Ich machte einen Screenshot der E-Mail und leitete ihn an mich selbst und an meine Schwester Nora weiter.
Sie arbeitete nicht als Anwältin und hatte keine mächtigen Kontakte.
Sie war Buchhalterin in einer kleinen Baufirma.
Aber sie hatte mir seit Monaten geraten, Kopien unserer Unterlagen zu sichern, weil Robert jede Ausgabe kontrollierte und mir den Zugang zu unseren Konten nur über sein Telefon erlaubte.
Ich hatte ihren Rat bisher aus Scham ignoriert.
Nun schrieb ich ihr vier Worte: Bitte komm ins Krankenhaus.
Sie antwortete innerhalb einer Minute: Bin unterwegs.
Robert beobachtete mich.
„Wen hast du angeschrieben?“
„Jemanden, der Maya glaubt.“
Er stand auf, doch einer der Sicherheitsmitarbeiter trat aus dem Flur in den Wartebereich.
Robert setzte sich wieder.
Die Operation dauerte zwei Stunden und achtzehn Minuten.
In dieser Zeit traf Nora ein.
Sie trug noch ihre Arbeitskleidung und hatte ihren Laptop unter dem Arm.
Als sie mich sah, sagte sie nichts.
Sie setzte sich neben mich und legte ihre Hand auf meine.
Robert versuchte sofort, sie auf seine Seite zu ziehen.

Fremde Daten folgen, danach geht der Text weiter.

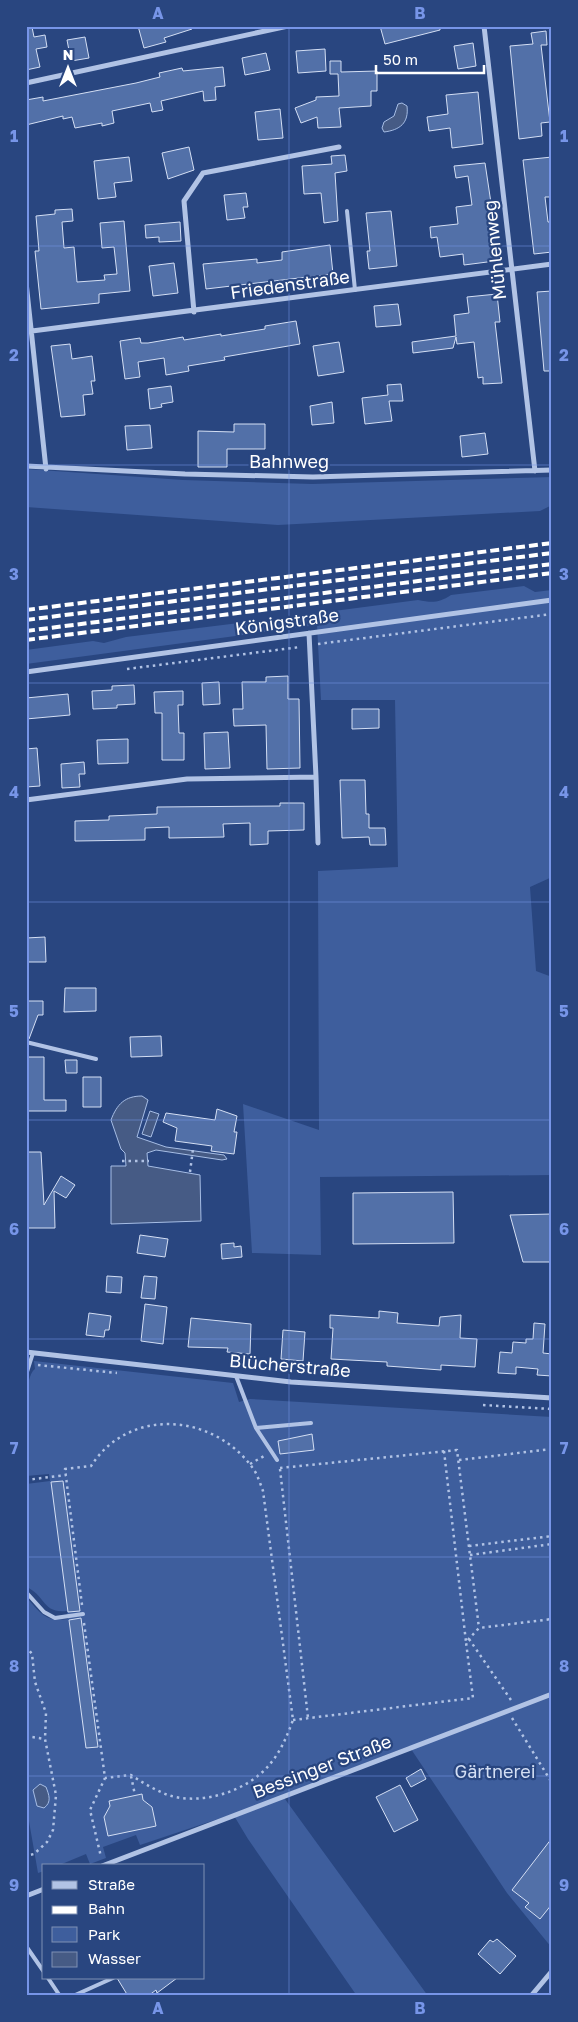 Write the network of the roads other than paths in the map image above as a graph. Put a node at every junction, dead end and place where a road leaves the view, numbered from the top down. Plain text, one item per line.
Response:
1 (288, 26) edge
2 (484, 26) edge
3 (26, 83) edge
4 (340, 147) dead end
5 (347, 211) dead end
6 (552, 264) edge
7 (511, 268) junction
8 (26, 282) edge
9 (355, 290) junction
10 (194, 312) junction
11 (32, 331) junction
12 (26, 466) edge
13 (46, 469) junction
14 (552, 470) edge
15 (535, 471) junction
16 (552, 600) edge
17 (309, 633) junction
18 (26, 672) edge
19 (316, 777) junction
20 (26, 800) edge
21 (318, 843) dead end
22 (26, 1042) edge
23 (96, 1060) dead end
24 (26, 1352) edge
25 (33, 1353) junction
26 (26, 1375) edge
27 (236, 1376) junction
28 (552, 1398) edge
29 (311, 1423) dead end
30 (256, 1428) junction
31 (277, 1460) road end
32 (26, 1592) edge
33 (83, 1614) road end
34 (552, 1694) edge
35 (107, 1864) edge
36 (42, 1890) edge
37 (26, 1896) edge
38 (26, 1946) edge
39 (42, 1969) edge
40 (552, 1971) edge
41 (49, 1980) edge
42 (109, 1980) edge
43 (60, 1996) edge
44 (73, 1996) edge
45 (531, 1996) edge

1 - 3 street
2 - 7 street, Mühlenweg
4 - 10 street
5 - 9 lane
6 - 7 street, Friedenstraße
7 - 9 street, Friedenstraße
7 - 15 street, Mühlenweg
8 - 11 street
9 - 10 street, Friedenstraße
10 - 11 street, Friedenstraße
11 - 13 street
12 - 13 street, Bahnweg
13 - 15 street, Bahnweg
14 - 15 street, Bahnweg
16 - 17 street, Königstraße
17 - 18 street, Königstraße
17 - 19 street
19 - 20 street
19 - 21 street
22 - 23 lane
24 - 25 street, Blücherstraße
25 - 26 lane
25 - 27 street, Blücherstraße
27 - 28 street, Blücherstraße
27 - 30 lane
29 - 30 lane
30 - 31 lane
32 - 33 lane
34 - 35 street, Bessinger Straße
36 - 37 street
38 - 39 lane
40 - 45 street
41 - 43 lane
42 - 44 lane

„Elena ist völlig außer sich.
Die Ärzte haben sie in Panik versetzt.“
Nora blickte ihn an.
„Hat Maya seit Wochen Schmerzen?“
„Teenager haben ständig irgendetwas.“
„Hast du eine empfohlene Untersuchung abgesagt?“
„Ich habe sie verschoben.“
„Hast du Elena davon erzählt?“
Robert schwieg.
Nora öffnete ihren Laptop.
„Dann solltest du jetzt ebenfalls schweigen.“
Um 20:31 Uhr kam Dr.
Lawson durch die Doppeltüren.
Ich sprang so schnell auf, dass mein Knie gegen den Tisch stieß.
„Sie ist stabil“, sagte er.
Meine Beine gaben beinahe nach.
„Wir konnten die Verdrehung lösen.
Der Eierstock hat sich nach einigen Minuten wieder durchblutet, deshalb mussten wir ihn nicht entfernen.
Die Masse wurde vollständig herausgelöst und zur Pathologie geschickt.“
„Also hat sie beide Eierstöcke?“
„Ja.“
Ich begann zu weinen.
Nicht laut.
Mein Körper ließ einfach alles los, was er seit der Nacht in Mayas Zimmer festgehalten hatte.
Nora fing mich auf.
Robert trat näher.
„Und was kostet uns das jetzt?“
Dr.
Lawson sah ihn lange an.
„Ihre Tochter hat gerade ein Organ behalten, das sie bei weiterer Verzögerung sehr wahrscheinlich verloren hätte.“
Robert öffnete den Mund.
„Das“, sagte der Arzt, „ist die Information, die heute zählt.“
Maya verbrachte die Nacht auf der Kinderstation.
Als sie aufwachte, war sie benommen und fragte zuerst, ob ich noch da sei.
Ich saß neben ihrem Bett und hielt ihre Hand.